Actualité juridique

18 mai 2015

Facebook peut être jugé en France

La clause des conditions générales de Facebook écartant la compétence des juges français au profit des juges américains est abusive. Les juges français sont donc compétents pour connaître des litiges entre Facebook et les utilisateurs de la plateforme.

Facebook prévoit dans ses conditions générales que les juges de Californie sont seuls compétents pour trancher un litige avec un utilisateur de la plateforme.

Dans l’ordre juridique français, ce type de clause, appelé « clauses attributives de compétence », n’est applicable qu’entre deux commerçants. Un consommateur français ne peut donc pas se voir imposer une juridiction dans un contrat conclu avec un professionnel français.

Mais le contrat conclu entre un internaute français et Facebook est un contrat international. Cette règle protectrice du consommateur n’est donc pas applicable. C’est ce qu’affirme le Tribunal de grande instance de Paris dans sa décision du 5 mars 2015 en indiquant que : « dans la mesure où l’article 48 du code de procédure civile est une règle de compétence territoriale interne, cette disposition n’est pas applicable en matière de litiges internationaux et ne fait pas obstacle à la licéité de principe d’une clause relative à la compétence internationale, dès lors qu’il n’existe aucune règle de compétence territoriale impérative ».

Il fallait donc trouver une autre solution pour écarter la compétence des tribunaux américains. Dans un arrêt du 23 mars 2012, la cour d’appel de Pau avait retenu la compétence des tribunaux français en fondant sa décision sur l’absence de consentement de l’utilisateur de Facebook, les conditions générales étant alors rédigées en anglais et la clause étant noyée dans un texte particulièrement long. Mais Facebook a pris soin de traduire ses conditions générales en français suite à cette décision.

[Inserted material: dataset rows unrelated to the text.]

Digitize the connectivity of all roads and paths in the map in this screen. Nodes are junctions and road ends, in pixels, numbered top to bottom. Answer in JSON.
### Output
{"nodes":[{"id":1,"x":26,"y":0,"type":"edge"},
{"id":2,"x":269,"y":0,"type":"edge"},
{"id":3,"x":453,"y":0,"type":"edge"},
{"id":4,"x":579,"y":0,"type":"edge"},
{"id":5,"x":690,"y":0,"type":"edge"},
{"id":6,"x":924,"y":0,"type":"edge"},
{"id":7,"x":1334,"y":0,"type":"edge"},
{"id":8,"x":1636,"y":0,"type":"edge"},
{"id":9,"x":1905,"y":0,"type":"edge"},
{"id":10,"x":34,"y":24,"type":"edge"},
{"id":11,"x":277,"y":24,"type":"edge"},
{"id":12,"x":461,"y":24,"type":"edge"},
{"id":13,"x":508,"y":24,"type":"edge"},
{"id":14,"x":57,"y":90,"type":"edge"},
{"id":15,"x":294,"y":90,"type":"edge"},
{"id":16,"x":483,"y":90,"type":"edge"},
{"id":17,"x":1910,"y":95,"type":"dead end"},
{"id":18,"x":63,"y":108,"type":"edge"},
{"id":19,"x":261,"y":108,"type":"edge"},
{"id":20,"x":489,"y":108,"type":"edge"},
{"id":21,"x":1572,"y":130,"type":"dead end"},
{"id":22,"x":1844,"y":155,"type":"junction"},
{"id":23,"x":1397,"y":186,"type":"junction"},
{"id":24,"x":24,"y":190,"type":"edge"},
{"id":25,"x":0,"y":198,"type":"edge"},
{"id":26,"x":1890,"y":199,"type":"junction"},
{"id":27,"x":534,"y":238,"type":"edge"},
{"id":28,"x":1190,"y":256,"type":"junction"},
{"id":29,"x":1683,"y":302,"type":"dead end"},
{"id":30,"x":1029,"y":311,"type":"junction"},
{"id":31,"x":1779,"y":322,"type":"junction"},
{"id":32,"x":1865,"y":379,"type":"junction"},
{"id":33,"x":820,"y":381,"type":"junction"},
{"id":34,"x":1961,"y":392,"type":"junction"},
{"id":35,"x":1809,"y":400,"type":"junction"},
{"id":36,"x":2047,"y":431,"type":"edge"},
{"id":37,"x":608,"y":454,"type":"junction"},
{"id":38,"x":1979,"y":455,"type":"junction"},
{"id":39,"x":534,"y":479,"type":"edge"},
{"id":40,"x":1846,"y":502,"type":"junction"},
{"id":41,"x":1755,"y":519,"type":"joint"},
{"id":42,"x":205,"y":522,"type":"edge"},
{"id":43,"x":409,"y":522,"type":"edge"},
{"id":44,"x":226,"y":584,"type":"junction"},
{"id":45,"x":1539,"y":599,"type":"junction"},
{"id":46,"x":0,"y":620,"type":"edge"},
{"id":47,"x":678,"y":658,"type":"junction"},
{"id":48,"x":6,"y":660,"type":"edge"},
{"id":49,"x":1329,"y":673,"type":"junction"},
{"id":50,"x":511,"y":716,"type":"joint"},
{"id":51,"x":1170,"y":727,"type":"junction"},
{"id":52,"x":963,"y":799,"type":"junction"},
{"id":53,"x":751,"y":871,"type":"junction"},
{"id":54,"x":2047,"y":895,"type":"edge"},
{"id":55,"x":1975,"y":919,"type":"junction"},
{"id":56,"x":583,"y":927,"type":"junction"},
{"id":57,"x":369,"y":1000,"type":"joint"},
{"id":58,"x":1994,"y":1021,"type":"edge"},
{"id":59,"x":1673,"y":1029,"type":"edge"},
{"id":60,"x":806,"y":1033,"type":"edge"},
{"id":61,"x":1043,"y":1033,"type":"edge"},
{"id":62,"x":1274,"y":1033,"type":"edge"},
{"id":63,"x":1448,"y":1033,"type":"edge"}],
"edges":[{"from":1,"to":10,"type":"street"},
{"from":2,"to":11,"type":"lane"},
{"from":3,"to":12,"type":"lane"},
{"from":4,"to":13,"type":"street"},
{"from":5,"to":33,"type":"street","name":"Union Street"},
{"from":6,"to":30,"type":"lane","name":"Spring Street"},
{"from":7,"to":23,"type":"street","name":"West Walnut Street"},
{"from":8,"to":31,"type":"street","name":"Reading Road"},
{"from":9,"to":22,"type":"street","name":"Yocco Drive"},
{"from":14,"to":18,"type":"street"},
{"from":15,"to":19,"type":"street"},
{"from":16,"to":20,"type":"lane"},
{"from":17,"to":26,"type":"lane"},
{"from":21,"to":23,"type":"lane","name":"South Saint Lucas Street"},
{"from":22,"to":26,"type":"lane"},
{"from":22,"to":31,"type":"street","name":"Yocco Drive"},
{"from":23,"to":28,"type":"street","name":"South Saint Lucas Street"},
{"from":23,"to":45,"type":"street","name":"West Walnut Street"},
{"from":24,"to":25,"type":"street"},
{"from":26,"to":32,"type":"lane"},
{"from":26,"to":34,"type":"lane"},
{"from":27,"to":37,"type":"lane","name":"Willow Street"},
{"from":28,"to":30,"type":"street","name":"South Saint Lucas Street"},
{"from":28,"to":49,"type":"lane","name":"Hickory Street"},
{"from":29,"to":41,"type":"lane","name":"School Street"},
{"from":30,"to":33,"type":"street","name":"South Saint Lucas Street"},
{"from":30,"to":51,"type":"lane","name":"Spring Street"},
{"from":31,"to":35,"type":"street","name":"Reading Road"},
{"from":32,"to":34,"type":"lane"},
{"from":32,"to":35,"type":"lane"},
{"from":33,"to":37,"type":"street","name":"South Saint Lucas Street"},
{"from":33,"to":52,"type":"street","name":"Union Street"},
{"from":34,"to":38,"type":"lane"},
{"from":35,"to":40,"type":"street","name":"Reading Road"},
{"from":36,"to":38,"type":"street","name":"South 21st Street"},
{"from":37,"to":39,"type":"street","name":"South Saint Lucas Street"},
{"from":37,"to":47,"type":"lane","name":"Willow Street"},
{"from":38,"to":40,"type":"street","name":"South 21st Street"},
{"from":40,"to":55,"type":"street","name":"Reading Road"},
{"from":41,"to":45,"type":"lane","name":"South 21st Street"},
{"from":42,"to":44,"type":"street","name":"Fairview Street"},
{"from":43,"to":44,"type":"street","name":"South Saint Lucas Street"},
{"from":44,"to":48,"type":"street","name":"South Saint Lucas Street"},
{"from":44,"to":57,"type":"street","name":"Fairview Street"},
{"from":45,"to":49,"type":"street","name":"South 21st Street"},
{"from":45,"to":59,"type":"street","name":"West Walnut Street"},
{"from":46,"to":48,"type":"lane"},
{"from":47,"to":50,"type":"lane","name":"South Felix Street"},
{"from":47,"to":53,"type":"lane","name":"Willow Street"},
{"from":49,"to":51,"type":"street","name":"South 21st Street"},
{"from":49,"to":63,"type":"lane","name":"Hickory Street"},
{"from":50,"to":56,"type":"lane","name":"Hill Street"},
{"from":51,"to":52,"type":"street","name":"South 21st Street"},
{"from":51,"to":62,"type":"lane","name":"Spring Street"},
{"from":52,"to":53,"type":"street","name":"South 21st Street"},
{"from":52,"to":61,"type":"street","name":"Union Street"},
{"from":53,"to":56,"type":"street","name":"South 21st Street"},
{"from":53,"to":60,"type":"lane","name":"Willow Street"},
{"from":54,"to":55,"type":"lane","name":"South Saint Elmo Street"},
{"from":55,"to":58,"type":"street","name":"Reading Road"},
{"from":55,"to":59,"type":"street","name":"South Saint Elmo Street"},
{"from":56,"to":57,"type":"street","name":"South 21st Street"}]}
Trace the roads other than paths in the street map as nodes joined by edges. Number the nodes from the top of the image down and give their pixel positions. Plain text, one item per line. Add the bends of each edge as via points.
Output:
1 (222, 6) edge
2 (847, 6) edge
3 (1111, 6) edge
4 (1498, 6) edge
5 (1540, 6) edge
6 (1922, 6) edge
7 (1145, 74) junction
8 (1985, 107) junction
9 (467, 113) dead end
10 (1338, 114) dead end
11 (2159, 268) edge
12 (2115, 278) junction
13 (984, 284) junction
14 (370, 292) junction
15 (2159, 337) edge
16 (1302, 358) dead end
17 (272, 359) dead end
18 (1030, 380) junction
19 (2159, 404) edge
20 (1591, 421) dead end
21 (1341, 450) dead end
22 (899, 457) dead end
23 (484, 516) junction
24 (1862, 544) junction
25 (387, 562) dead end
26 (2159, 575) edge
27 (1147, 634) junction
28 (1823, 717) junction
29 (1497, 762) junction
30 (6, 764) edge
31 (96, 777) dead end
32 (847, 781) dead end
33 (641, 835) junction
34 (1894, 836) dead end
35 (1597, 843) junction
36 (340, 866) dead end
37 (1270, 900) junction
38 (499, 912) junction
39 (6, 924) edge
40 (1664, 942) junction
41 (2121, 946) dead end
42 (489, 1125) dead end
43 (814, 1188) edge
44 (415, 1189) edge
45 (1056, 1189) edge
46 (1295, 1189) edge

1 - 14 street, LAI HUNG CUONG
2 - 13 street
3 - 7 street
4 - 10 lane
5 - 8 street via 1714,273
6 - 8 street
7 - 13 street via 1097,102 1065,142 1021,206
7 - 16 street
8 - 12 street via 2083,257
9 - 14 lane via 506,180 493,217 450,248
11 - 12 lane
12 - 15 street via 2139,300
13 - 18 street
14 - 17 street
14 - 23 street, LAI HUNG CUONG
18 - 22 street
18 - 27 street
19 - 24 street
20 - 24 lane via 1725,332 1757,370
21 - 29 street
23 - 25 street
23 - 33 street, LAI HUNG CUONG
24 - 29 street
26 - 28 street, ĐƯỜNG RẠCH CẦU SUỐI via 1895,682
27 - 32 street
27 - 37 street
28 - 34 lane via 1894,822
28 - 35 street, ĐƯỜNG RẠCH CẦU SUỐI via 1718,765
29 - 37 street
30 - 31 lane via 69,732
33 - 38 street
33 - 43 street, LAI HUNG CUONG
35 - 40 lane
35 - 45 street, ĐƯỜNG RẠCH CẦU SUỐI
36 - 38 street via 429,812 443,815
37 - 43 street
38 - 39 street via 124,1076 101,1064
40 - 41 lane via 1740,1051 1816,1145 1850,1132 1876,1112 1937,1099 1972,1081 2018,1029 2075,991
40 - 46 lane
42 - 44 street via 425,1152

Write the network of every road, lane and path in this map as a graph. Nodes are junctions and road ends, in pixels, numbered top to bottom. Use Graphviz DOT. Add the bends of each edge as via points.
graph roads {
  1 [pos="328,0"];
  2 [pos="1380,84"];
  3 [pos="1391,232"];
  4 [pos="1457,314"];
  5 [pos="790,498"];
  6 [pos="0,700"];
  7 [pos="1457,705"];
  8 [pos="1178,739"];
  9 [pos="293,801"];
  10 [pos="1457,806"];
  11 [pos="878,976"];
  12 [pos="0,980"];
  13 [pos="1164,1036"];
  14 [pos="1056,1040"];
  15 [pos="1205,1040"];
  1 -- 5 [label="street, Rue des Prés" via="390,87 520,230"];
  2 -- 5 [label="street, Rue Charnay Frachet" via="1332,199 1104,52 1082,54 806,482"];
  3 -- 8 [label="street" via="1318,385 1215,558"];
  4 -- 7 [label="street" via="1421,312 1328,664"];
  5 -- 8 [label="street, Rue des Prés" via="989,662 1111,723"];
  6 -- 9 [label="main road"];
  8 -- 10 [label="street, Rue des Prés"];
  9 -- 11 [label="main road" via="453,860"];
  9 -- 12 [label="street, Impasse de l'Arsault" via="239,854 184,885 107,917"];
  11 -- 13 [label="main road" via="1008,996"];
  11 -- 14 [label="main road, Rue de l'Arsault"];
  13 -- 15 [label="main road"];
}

Dans son jugement du 5 mars 2015 concernant cette clause attributive de compétence de conditions de Facebook, le Tribunal de grande instance de Paris a considéré que la clause était « abusive » au sens du droit de la consommation. Cette branche du droit protectrive des consommateurs est en effet applicable pour tout contrat conclu par un consommateur, que le professionnel soit français ou étranger. Or, le droit des clauses abusives répute non écrite toute clause ayant pour objet ou pour effet de créer un « déséquilibre significatif » au détriment du consommateur. C’est précisément ce déséquilibre, caractérisé par le Tribunal, qui a permis d’écarter l’application de la clause litigieuse.